Items from a data source
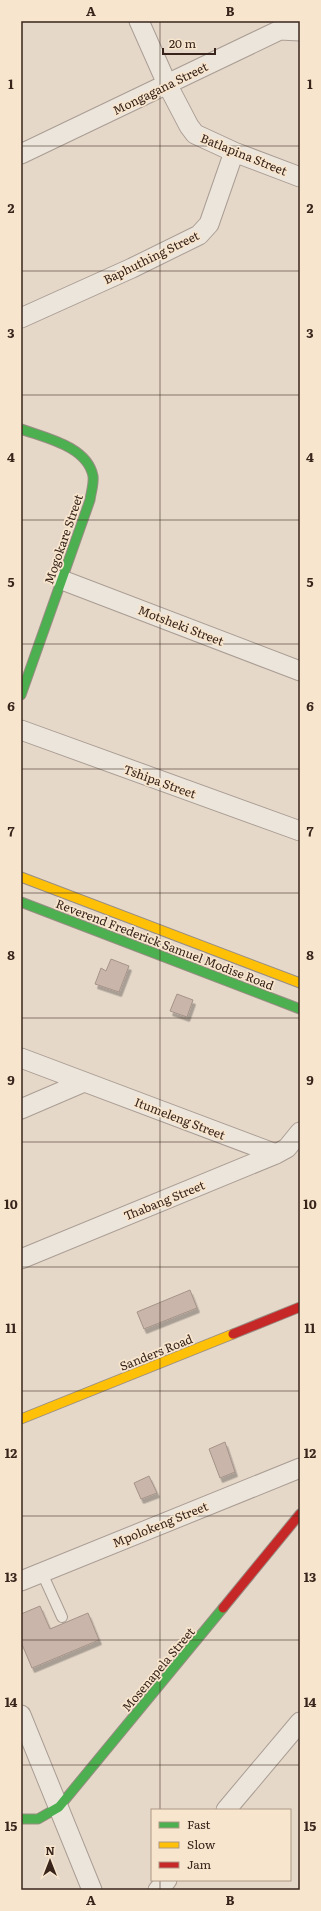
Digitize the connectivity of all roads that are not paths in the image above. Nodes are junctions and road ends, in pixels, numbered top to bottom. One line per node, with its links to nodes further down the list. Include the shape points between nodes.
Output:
1 (139, 21): 4 (street, Batlapina Street)
2 (278, 26): 3 (street, Mongagana Street); 4 (street, Mongagana Street)
3 (300, 31)
4 (167, 84): 5 (street, Batlapina Street, via 195,134); 6 (street, Mongagana Street)
5 (234, 152): 7 (street, Batlapina Street); 8 (street, Baphuthing Street, via 209,224 199,235)
6 (21, 154)
7 (300, 177)
8 (21, 318)
9 (21, 429): 10 (street, Mogokare Street, via 80,453 93,474 90,500)
10 (62, 580): 11 (street, Motsheki Street); 12 (street, Mogokare Street)
11 (300, 671)
12 (21, 695)
13 (21, 730): 14 (street, Tshipa Street)
14 (300, 831)
15 (21, 877): 17 (street, Reverend Frederick Samuel Modise Road)
16 (21, 902): 18 (street, Reverend Frederick Samuel Modise Road)
17 (300, 983)
18 (300, 1009)
19 (21, 1058): 20 (street, Itumeleng Street)
20 (84, 1082): 21 (street); 23 (street, Itumeleng Street)
21 (21, 1109)
22 (300, 1132): 23 (street, Thabang Street, via 287,1148)
23 (276, 1154): 24 (street, Thabang Street)
24 (21, 1259)
25 (300, 1307): 26 (street, Sanders Road)
26 (21, 1419)
27 (300, 1468): 29 (street, Mpolokeng Street)
28 (300, 1514): 34 (street, Mosenapela Street)
29 (42, 1573): 30 (street, Mpolokeng Street); 31 (lane)
30 (21, 1581)
31 (62, 1617)
32 (21, 1715): 34 (street)
33 (300, 1722): 35 (street)
34 (58, 1807): 36 (street, Mosenapela Street, via 38,1819); 38 (street)
35 (227, 1809)
36 (21, 1819)
37 (166, 1881): 39 (street)
38 (92, 1890)
39 (158, 1890)

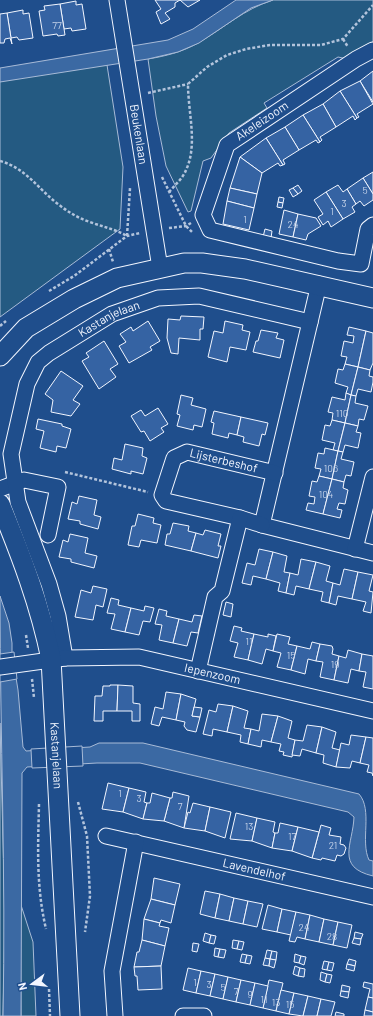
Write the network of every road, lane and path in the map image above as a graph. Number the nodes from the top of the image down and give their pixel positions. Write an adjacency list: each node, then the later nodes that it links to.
1 (117, 0): 5 (street, Beukenlaan)
2 (373, 5): 4 (path)
3 (373, 50): 7 (street, Akeleizoom)
4 (188, 84): 5 (path); 8 (path)
5 (134, 97): 9 (street, Beukenlaan)
6 (0, 161): 11 (path)
7 (373, 225)
8 (186, 226)
9 (160, 268): 10 (street); 16 (street)
10 (319, 284): 12 (street); 14 (street)
11 (46, 293)
12 (373, 298)
13 (10, 318): 15 (path)
14 (310, 322): 17 (street); 19 (street, Kastanjelaan)
15 (0, 326)
16 (0, 356)
17 (275, 473): 22 (street, Lijsterbeshof); 25 (street)
18 (373, 477): 27 (street)
19 (15, 483): 20 (street); 21 (street); 29 (street, Kastanjelaan)
20 (52, 485): 22 (path); 26 (street)
21 (0, 489)
22 (162, 495): 24 (street)
23 (0, 504): 29 (street, Kastanjelaan)
24 (240, 518): 25 (street); 31 (street)
25 (262, 525): 27 (street)
26 (48, 535)
27 (355, 549): 28 (street)
28 (373, 553)
29 (58, 659): 30 (street, Iepenzoom); 31 (street, Iepenzoom); 42 (street, Kastanjelaan)
30 (0, 667)
31 (198, 671): 32 (street, Iepenzoom)
32 (373, 711)
33 (78, 797): 39 (path, Kastanjelaan)
34 (39, 799): 38 (path, Kastanjelaan)
35 (106, 836): 36 (street, Lavendelhof)
36 (136, 842): 37 (street, Lavendelhof); 43 (street)
37 (373, 897)
38 (47, 932)
39 (84, 933)
40 (49, 985): 41 (path)
41 (50, 1016)
42 (70, 1016)
43 (115, 1016)
44 (183, 1016): 45 (street)
45 (204, 1016)

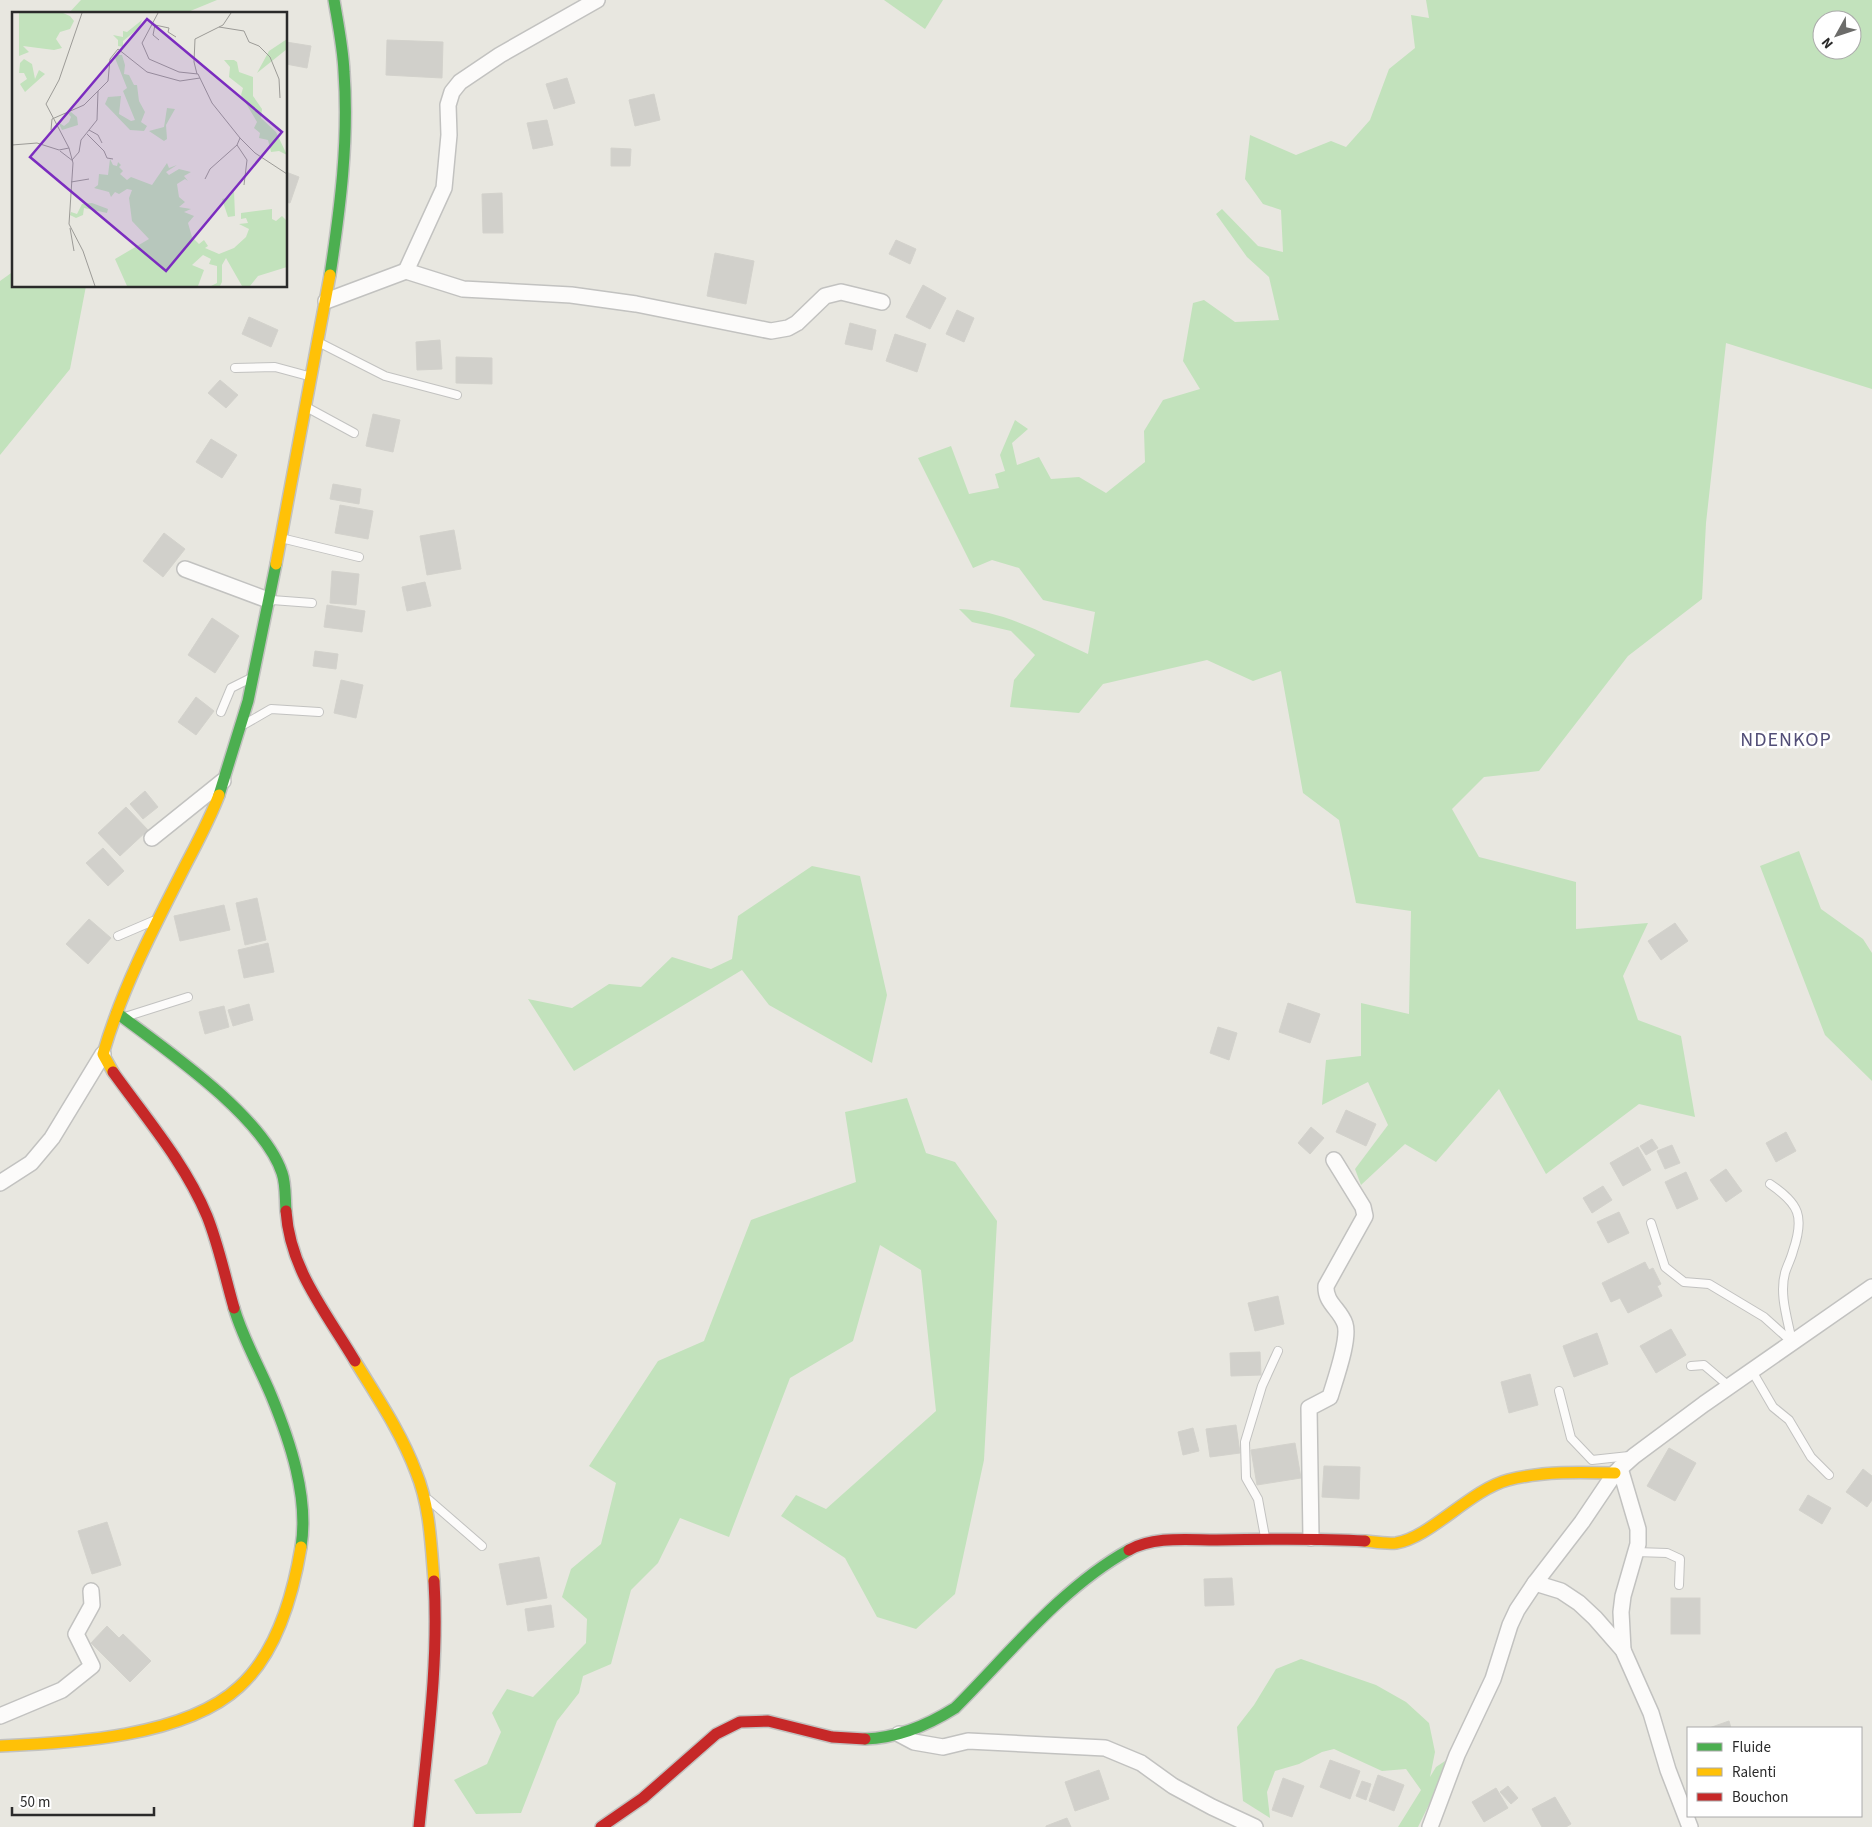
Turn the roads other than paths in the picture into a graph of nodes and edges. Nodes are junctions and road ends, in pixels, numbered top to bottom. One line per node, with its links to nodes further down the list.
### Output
1 (334, 0): 4 (street)
2 (597, 0): 3 (street)
3 (406, 271): 4 (street); 5 (street)
4 (326, 301): 6 (street)
5 (882, 302)
6 (318, 342): 8 (street); 9 (lane)
7 (235, 368): 8 (lane)
8 (312, 377): 10 (street)
9 (457, 395)
10 (306, 407): 11 (lane); 12 (street)
11 (354, 434)
12 (281, 538): 13 (lane); 15 (street)
13 (359, 557)
14 (185, 569): 15 (street)
15 (268, 600): 16 (lane); 17 (street)
16 (312, 603)
17 (253, 676): 18 (lane); 20 (street)
18 (221, 712)
19 (319, 712): 20 (lane)
20 (240, 727): 21 (street)
21 (223, 781): 22 (street); 23 (street)
22 (152, 838)
23 (159, 918): 24 (lane); 26 (street)
24 (118, 936)
25 (188, 997): 26 (lane)
26 (120, 1015): 27 (street); 42 (street)
27 (103, 1054): 29 (street); 53 (street)
28 (1334, 1160): 43 (street)
29 (0, 1183)
30 (1770, 1184): 33 (lane)
31 (1651, 1223): 33 (lane)
32 (1872, 1286): 33 (street)
33 (1792, 1342): 36 (street)
34 (1278, 1351): 44 (lane)
35 (1691, 1366): 37 (lane)
36 (1752, 1371): 37 (street); 41 (lane)
37 (1730, 1387): 39 (street)
38 (1559, 1391): 39 (lane)
39 (1634, 1456): 40 (street)
40 (1618, 1470): 43 (street); 46 (street); 47 (street)
41 (1829, 1475)
42 (424, 1496): 45 (lane); 54 (street)
43 (1311, 1538): 44 (street)
44 (1265, 1539): 52 (street)
45 (482, 1546)
46 (1636, 1552): 48 (lane); 50 (street)
47 (1535, 1583): 50 (street); 57 (street)
48 (1679, 1585)
49 (90, 1591): 51 (street)
50 (1623, 1650): 58 (street)
51 (0, 1716)
52 (899, 1734): 55 (street); 56 (street)
53 (0, 1746)
54 (419, 1827)
55 (601, 1827)
56 (1255, 1827)
57 (1430, 1827)
58 (1690, 1827)

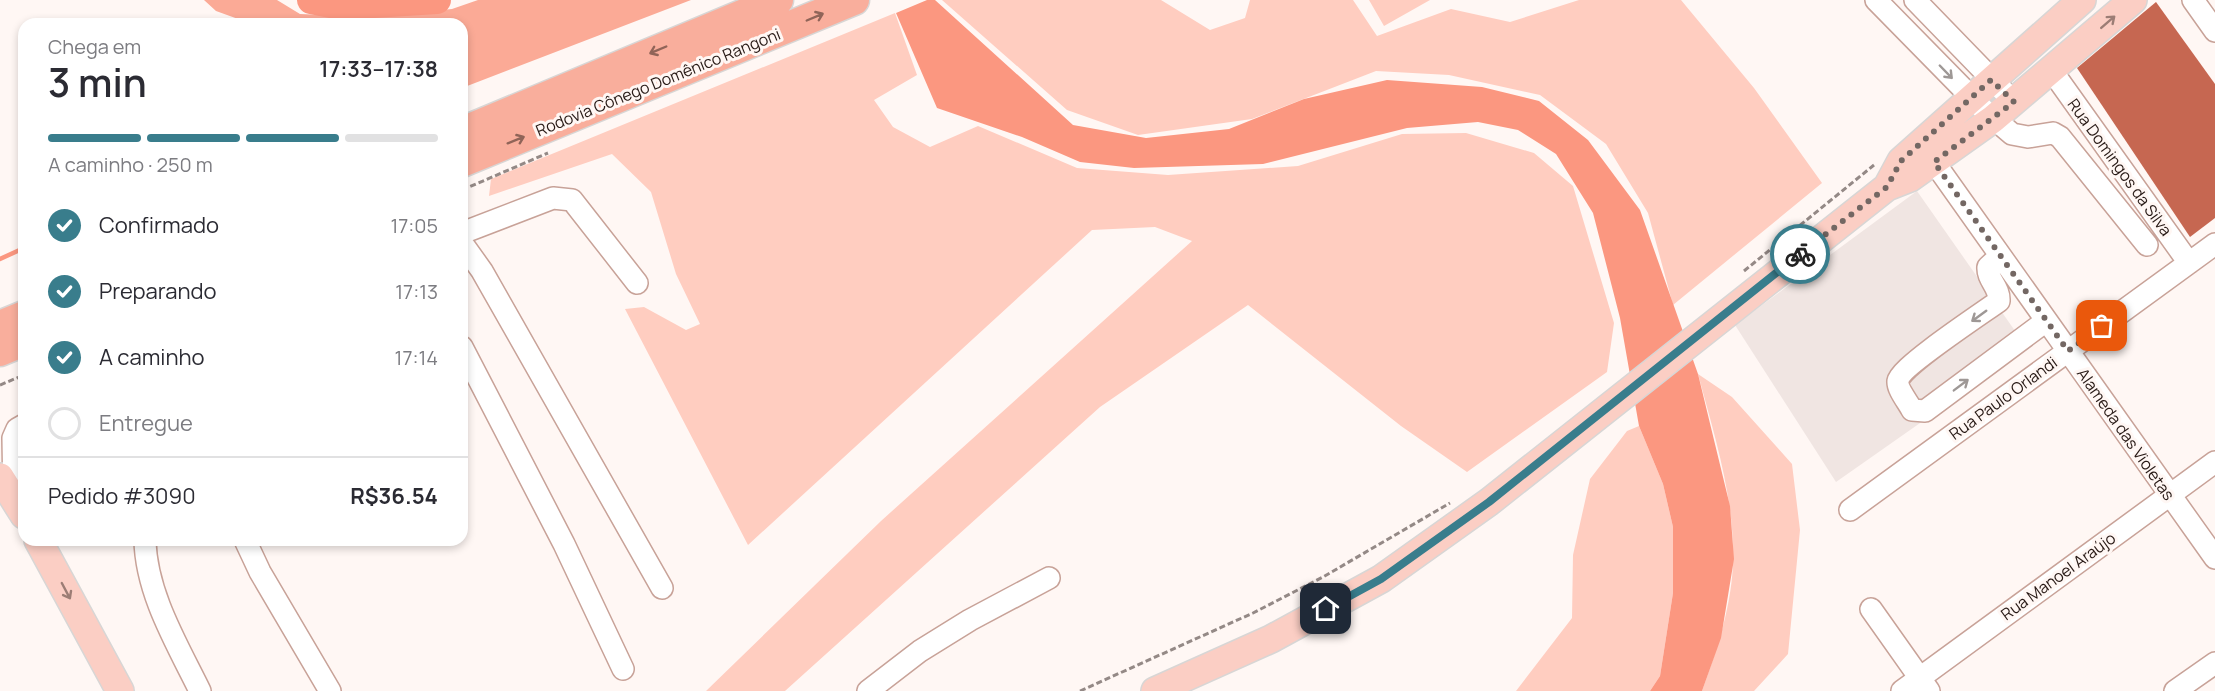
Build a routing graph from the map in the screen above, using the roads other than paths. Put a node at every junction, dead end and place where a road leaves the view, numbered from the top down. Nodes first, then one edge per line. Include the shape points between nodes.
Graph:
1 (778, 0) edge
2 (854, 0) edge
3 (1876, 0) edge
4 (1915, 0) edge
5 (2082, 0) edge
6 (2133, 0) edge
7 (2193, 0) edge
8 (2050, 24) edge
9 (1943, 30) junction
10 (2215, 31) edge
11 (1921, 46) junction
12 (2072, 53) junction
13 (2052, 71) junction
14 (1982, 89) junction
15 (2014, 102) junction
16 (1993, 119) junction
17 (468, 129) edge
18 (468, 160) edge
19 (1934, 162) junction
20 (1887, 187) junction
21 (468, 231) edge
22 (2147, 244) dead end
23 (2215, 244) edge
24 (468, 252) edge
25 (2000, 256) junction
26 (2189, 263) junction
27 (637, 283) dead end
28 (18, 318) edge
29 (2046, 321) junction
30 (0, 326) edge
31 (18, 344) edge
32 (0, 351) edge
33 (2068, 351) junction
34 (468, 359) edge
35 (18, 428) edge
36 (2215, 462) edge
37 (2169, 494) junction
38 (13, 496) edge
39 (1850, 510) dead end
40 (41, 546) edge
41 (146, 546) edge
42 (248, 546) edge
43 (2215, 558) edge
44 (1049, 578) dead end
45 (662, 588) dead end
46 (1871, 609) dead end
47 (2215, 663) edge
48 (623, 669) dead end
49 (1924, 685) edge
50 (120, 691) edge
51 (200, 691) edge
52 (330, 691) edge
53 (868, 691) edge
54 (1155, 691) edge
55 (1902, 691) edge
56 (2175, 691) edge

1 -> 17 highway, Rodovia Cônego Domênico Rangoni
18 -> 2 highway, Rodovia Cônego Domênico Rangoni
3 - 11 street
4 - 9 street
5 - 8 main road
12 -> 6 main road
7 - 10 street
8 - 12 main road
8 - 13 main road
8 - 14 main road
9 - 11 street
9 - 14 street
11 -> 14 street
12 - 13 main road
13 - 15 main road
13 - 26 street, Rua Domingos da Silva
14 - 15 street
14 - 16 street
14 - 20 main road via 1901,161
15 - 16 main road
16 - 19 main road
16 - 22 street via 2012,134 2028,137 2054,133 2060,137
19 - 20 main road
19 - 25 street, Alameda das Violetas
20 - 54 main road via 1489,502 1381,579 1271,639
21 - 27 street via 553,198 572,200
23 - 26 street, Rua Paulo Orlandi
24 - 45 street
25 - 29 street, Alameda das Violetas
25 -> 29 street via 1988,267 1987,274 2000,292 1999,301 1902,373 1899,386 1912,410 1925,411
26 - 33 street, Rua Paulo Orlandi
28 - 30 highway
29 - 33 street, Alameda das Violetas
31 - 32 highway
33 - 37 street, Alameda das Violetas
33 - 39 street, Rua Paulo Orlandi
34 - 48 street via 564,544
35 - 38 street via 13,438
36 - 37 street, Rua Manoel Araújo
37 - 43 street, Alameda das Violetas
37 - 49 street, Rua Manoel Araújo
40 -> 50 main road
41 - 51 street via 151,579 166,621
42 - 52 street
44 - 53 street via 930,644
46 - 49 street
47 - 56 street
49 - 55 street, Rua Manoel Araújo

GOAL OF THE EXERCISE: Wherever the string "node" is found in the entries, copy the line it sits in.

THE ANSWER:
Digitize the connectivity of all roads that are not paths in the image above. Nodes are junctions and road ends, in pixels, numbered top to bottom. One line per node, with its links to nodes further down the list. Include the shape points between nodes.
Write the network of every road, lane and path in the map image above as a graph. Number the nodes from the top of the image down and give their pixel positions. Write an adjacency list: each node, then the later nodes that it links to.
Turn the roads other than paths in the picture into a graph of nodes and edges. Nodes are junctions and road ends, in pixels, numbered top to bottom. One line per node, with its links to nodes further down the list.
Build a routing graph from the map in the screen above, using the roads other than paths. Put a node at every junction, dead end and place where a road leaves the view, numbered from the top down. Nodes first, then one edge per line. Include the shape points between nodes.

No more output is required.